Afghanistan: hidden treasures from the National Museum, Kabul
Have fun exploring the exhibition Afghanistan: hidden treasures from the National Museum, Kabul and make some art of your own.
In 1988, these treasures from the National Museum in Kabul were hidden in vaults in the Central Bank at the presidential palace in Kabul. Only a few brave people, known as ‘key-holders’, knew where they were – they were the director and the curators. They risked their lives to keep the museum’s precious objects from being destroyed. After 15 years, the vaults were opened to reveal the treasures had survived.
Many of these treasures show influences from places like Greece, Rome, China and India.

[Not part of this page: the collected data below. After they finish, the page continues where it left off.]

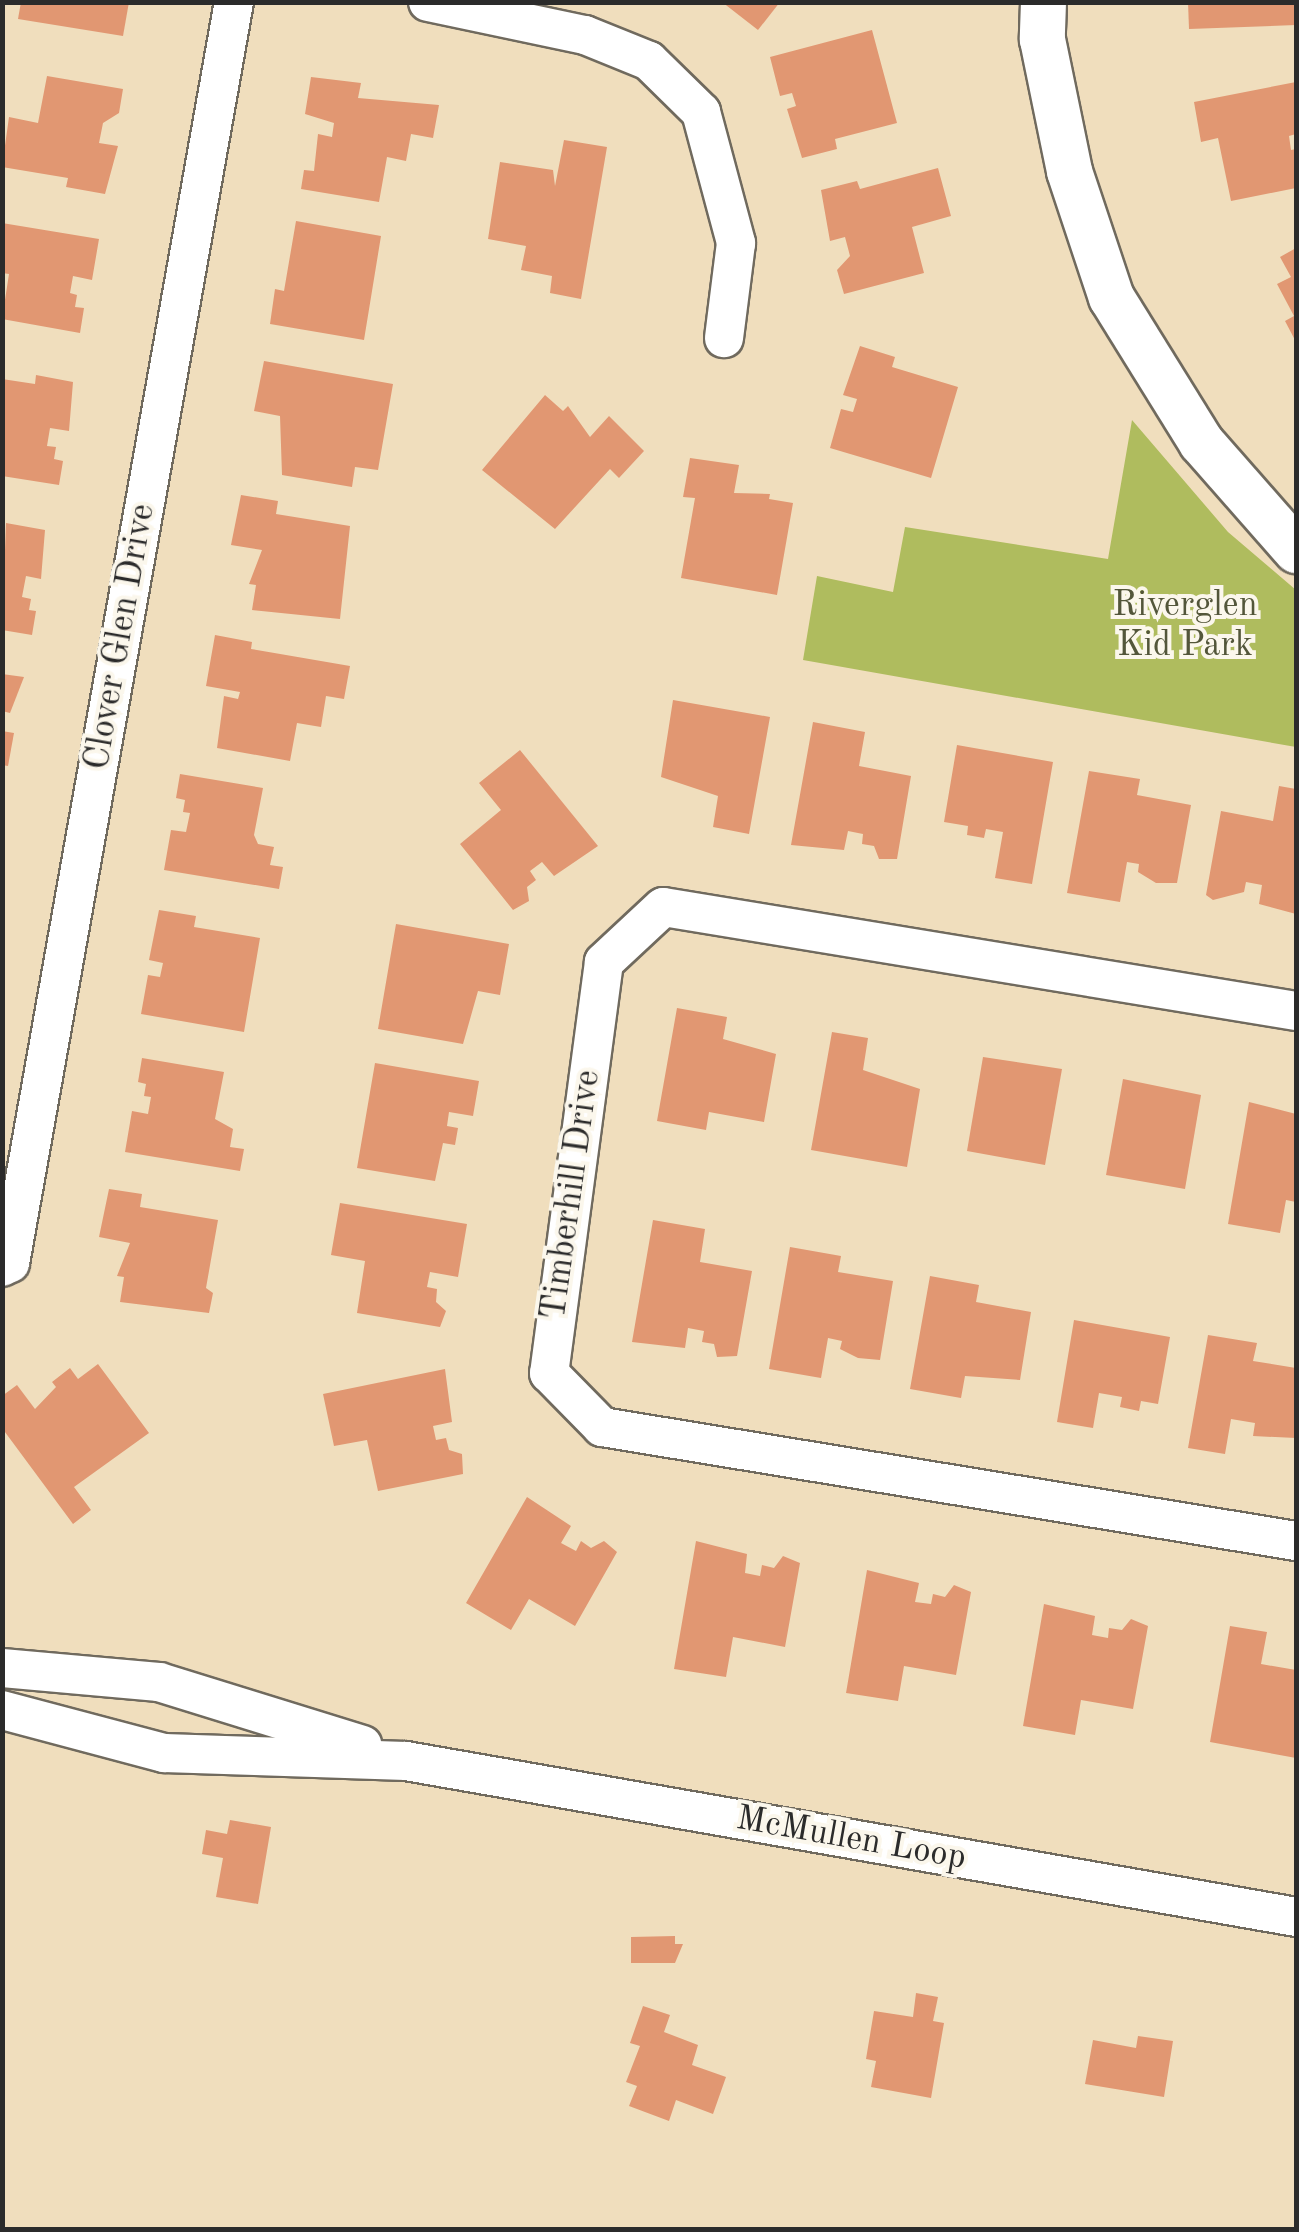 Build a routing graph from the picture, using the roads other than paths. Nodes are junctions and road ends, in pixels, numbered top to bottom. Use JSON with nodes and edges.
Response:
{"nodes":[{"id":1,"x":234,"y":2,"type":"edge"},
{"id":2,"x":428,"y":2,"type":"edge"},
{"id":3,"x":1043,"y":2,"type":"edge"},
{"id":4,"x":724,"y":338,"type":"dead end"},
{"id":5,"x":1296,"y":550,"type":"edge"},
{"id":6,"x":1296,"y":1011,"type":"edge"},
{"id":7,"x":2,"y":1267,"type":"edge"},
{"id":8,"x":1296,"y":1541,"type":"edge"},
{"id":9,"x":2,"y":1668,"type":"edge"},
{"id":10,"x":2,"y":1710,"type":"edge"},
{"id":11,"x":406,"y":1761,"type":"junction"},
{"id":12,"x":1296,"y":1917,"type":"edge"}],
"edges":[{"from":1,"to":7,"type":"street","name":"Clover Glen Drive"},
{"from":2,"to":4,"type":"street"},
{"from":3,"to":5,"type":"street"},
{"from":6,"to":8,"type":"street","name":"Timberhill Drive"},
{"from":9,"to":11,"type":"street","name":"McMullen Loop"},
{"from":10,"to":11,"type":"street","name":"McMullen Loop"},
{"from":11,"to":12,"type":"street","name":"McMullen Loop"}]} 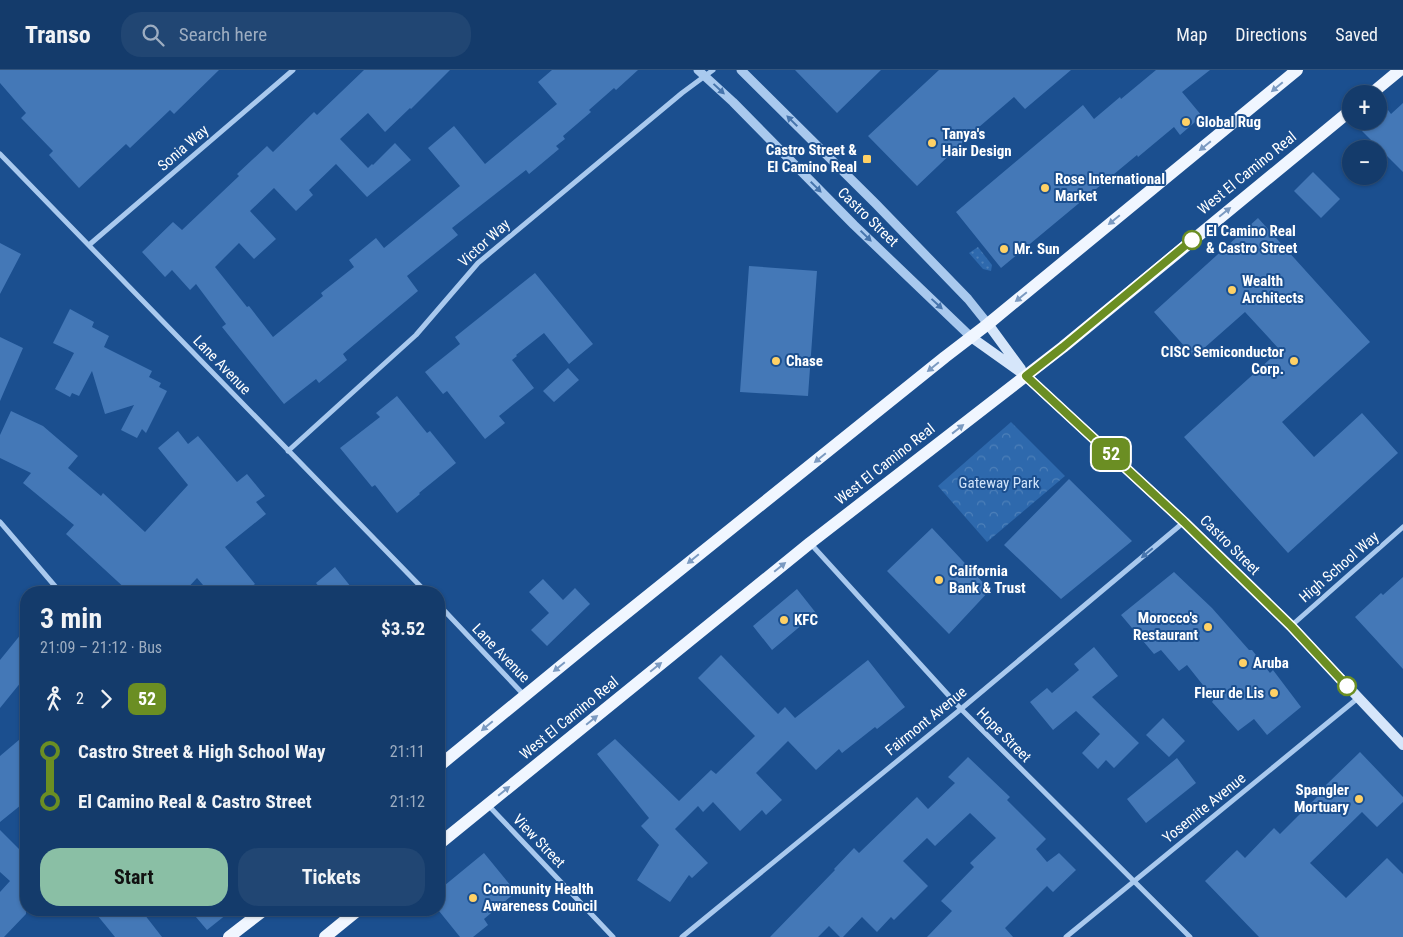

This is because Afghanistan lay at the heart of the Silk Road, the name given to ancient trade routes stretching from China to western Europe. It was along these routes that traders and travellers spread ideas, cultures, inventions and products.
Works in this children’s trail
- Medallion depicting a young man
- Water spout
- Statuette of Heracles
- Ceremonial plaque depicting Cybele
- Painted beaker
- Decorative plaque from a chair or throne
- Pair of pendants depicting the ‘dragon master
- Boot buckles
About our children’s trails
Our children’s trails are available online or as free printed booklets/sheets at the Gallery. They are designed to engage young children aged 6-12 with selected objects and images in the Gallery and our exhibitions. They present looking and interpreting, drawing and writing activities for children to do in front of the art with extension ideas for activities away from the Gallery.
Many of these suggestions can be adapted for use at home or in the classroom, even if you can’t visit or the particular artworks are not on display.